### DATA RECORDS
════════════════════

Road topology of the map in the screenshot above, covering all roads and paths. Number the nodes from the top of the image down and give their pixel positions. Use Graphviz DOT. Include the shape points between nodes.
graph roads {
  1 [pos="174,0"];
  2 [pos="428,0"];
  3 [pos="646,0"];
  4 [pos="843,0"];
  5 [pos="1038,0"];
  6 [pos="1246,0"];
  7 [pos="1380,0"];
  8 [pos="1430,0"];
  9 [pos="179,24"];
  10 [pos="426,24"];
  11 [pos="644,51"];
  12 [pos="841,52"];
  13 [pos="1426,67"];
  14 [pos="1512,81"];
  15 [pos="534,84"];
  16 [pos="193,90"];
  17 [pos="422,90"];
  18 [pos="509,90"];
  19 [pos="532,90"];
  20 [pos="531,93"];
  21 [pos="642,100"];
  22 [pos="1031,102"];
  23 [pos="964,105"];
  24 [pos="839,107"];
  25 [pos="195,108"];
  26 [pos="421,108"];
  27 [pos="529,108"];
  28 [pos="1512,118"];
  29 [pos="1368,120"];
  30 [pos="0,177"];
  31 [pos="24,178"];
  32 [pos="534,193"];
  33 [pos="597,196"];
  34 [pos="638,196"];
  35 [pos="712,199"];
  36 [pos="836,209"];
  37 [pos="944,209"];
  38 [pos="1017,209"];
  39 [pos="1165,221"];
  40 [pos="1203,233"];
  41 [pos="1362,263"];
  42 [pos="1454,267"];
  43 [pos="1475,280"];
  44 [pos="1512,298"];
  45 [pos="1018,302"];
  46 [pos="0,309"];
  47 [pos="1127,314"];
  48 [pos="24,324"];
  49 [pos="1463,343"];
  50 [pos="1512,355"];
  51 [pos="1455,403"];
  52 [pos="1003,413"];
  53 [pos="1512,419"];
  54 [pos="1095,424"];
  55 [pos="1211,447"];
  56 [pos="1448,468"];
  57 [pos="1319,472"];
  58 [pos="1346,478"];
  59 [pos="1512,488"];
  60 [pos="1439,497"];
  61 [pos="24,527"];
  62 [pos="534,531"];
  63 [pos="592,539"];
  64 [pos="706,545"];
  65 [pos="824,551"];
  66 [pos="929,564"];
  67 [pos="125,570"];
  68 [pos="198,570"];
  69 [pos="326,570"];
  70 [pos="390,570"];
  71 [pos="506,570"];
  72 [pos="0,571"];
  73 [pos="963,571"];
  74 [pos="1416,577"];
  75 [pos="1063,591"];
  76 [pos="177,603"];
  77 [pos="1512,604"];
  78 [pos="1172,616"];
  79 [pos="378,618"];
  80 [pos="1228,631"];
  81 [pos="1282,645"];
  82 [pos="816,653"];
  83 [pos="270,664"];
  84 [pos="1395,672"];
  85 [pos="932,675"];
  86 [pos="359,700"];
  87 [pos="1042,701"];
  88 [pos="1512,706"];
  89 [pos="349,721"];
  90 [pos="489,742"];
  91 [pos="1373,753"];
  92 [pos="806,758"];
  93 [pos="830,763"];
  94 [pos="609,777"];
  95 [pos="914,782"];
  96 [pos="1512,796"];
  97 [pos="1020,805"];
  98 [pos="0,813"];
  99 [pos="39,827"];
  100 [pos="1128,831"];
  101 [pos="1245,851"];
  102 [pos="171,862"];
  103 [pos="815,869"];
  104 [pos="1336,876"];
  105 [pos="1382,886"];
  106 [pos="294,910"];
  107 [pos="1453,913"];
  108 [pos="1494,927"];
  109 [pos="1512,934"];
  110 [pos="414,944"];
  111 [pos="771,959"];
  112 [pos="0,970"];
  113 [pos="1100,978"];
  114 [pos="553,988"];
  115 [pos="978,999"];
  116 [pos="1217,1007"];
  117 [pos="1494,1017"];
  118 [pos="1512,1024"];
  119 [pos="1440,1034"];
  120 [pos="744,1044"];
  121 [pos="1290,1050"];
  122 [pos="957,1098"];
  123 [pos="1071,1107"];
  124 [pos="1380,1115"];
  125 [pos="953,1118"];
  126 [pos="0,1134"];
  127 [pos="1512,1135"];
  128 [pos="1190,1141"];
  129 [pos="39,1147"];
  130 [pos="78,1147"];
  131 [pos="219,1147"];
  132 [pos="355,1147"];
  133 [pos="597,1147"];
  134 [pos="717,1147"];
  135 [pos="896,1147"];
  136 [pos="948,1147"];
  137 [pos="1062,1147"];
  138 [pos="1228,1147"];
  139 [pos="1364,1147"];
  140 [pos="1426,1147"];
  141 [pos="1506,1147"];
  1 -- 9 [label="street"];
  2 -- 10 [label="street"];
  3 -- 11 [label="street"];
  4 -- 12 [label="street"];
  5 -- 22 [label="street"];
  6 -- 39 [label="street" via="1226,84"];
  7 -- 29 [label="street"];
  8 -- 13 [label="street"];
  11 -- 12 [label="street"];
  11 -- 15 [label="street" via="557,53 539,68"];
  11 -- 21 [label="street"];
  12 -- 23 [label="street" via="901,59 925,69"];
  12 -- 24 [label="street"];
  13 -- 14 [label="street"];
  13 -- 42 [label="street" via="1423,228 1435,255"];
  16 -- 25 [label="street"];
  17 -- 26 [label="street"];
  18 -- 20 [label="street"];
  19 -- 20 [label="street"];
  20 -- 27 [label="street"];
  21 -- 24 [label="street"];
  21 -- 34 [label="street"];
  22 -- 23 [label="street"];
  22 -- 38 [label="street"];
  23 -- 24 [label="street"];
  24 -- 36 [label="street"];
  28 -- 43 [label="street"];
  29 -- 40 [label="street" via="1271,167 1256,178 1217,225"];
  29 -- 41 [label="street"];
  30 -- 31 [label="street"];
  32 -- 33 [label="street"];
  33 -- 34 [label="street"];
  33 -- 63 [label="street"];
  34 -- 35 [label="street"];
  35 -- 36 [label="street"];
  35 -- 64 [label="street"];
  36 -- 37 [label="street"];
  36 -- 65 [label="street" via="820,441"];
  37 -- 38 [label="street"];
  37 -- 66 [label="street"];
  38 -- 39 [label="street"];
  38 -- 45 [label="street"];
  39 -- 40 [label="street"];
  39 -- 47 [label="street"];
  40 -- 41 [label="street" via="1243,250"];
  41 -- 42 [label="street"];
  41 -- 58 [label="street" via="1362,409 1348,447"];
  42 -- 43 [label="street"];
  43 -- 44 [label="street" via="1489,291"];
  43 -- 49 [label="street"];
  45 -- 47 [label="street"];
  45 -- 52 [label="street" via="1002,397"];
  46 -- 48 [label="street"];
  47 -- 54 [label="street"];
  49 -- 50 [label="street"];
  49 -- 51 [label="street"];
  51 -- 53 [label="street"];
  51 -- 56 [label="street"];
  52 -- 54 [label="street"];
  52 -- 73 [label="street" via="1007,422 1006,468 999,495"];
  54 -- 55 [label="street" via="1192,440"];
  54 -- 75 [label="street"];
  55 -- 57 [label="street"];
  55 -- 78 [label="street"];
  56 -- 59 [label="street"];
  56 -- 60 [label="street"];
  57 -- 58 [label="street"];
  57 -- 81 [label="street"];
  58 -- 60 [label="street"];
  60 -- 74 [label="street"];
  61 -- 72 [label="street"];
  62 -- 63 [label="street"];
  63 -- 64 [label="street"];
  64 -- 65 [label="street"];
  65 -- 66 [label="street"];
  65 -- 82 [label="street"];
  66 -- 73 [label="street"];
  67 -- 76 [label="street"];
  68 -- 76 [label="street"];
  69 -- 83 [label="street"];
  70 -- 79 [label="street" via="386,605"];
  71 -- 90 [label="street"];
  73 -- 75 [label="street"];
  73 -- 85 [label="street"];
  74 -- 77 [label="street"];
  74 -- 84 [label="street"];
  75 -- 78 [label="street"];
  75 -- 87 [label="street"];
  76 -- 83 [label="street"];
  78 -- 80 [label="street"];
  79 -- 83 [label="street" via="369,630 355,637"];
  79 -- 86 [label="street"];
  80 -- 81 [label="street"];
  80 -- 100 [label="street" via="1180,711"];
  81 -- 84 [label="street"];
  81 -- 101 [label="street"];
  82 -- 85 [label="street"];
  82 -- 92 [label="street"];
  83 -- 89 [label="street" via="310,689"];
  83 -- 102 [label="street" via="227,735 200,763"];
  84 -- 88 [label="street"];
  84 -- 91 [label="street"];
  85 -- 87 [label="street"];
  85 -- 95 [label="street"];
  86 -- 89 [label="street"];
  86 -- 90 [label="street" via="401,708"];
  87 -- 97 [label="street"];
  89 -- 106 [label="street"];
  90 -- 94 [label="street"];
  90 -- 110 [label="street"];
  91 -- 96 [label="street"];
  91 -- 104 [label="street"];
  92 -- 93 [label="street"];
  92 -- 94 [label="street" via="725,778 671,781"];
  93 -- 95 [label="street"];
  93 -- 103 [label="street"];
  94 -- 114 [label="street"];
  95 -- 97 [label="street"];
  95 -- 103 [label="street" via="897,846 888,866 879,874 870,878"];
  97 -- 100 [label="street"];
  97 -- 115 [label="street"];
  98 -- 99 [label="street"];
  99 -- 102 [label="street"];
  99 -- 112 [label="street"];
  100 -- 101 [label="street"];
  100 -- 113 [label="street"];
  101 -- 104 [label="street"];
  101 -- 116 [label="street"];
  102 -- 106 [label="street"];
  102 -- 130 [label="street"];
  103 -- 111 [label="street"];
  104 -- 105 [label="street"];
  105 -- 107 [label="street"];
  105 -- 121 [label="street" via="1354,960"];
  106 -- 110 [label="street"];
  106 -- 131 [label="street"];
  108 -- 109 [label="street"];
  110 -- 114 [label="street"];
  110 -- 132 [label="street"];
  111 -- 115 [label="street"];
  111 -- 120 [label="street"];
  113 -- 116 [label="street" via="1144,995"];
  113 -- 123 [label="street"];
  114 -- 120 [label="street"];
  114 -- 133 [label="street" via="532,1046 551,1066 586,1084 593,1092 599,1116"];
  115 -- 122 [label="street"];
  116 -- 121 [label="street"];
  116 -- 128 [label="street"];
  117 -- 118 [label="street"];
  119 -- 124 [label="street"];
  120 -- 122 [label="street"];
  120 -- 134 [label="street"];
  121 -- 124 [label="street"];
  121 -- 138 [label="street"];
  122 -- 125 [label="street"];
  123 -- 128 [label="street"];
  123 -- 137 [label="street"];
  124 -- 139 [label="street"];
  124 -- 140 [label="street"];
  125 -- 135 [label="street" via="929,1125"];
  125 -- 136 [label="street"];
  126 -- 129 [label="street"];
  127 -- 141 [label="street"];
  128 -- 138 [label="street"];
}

════════════════════

### PROBLEM REQUIREMENTS
Copy out every line from the material above in which the word "roads" appears.

### RESPONSE FOR THIS EXERCISE
Road topology of the map in the screenshot above, covering all roads and paths. Number the nodes from the top of the image down and give their pixel positions. Use Graphviz DOT. Include the shape points between nodes.
graph roads {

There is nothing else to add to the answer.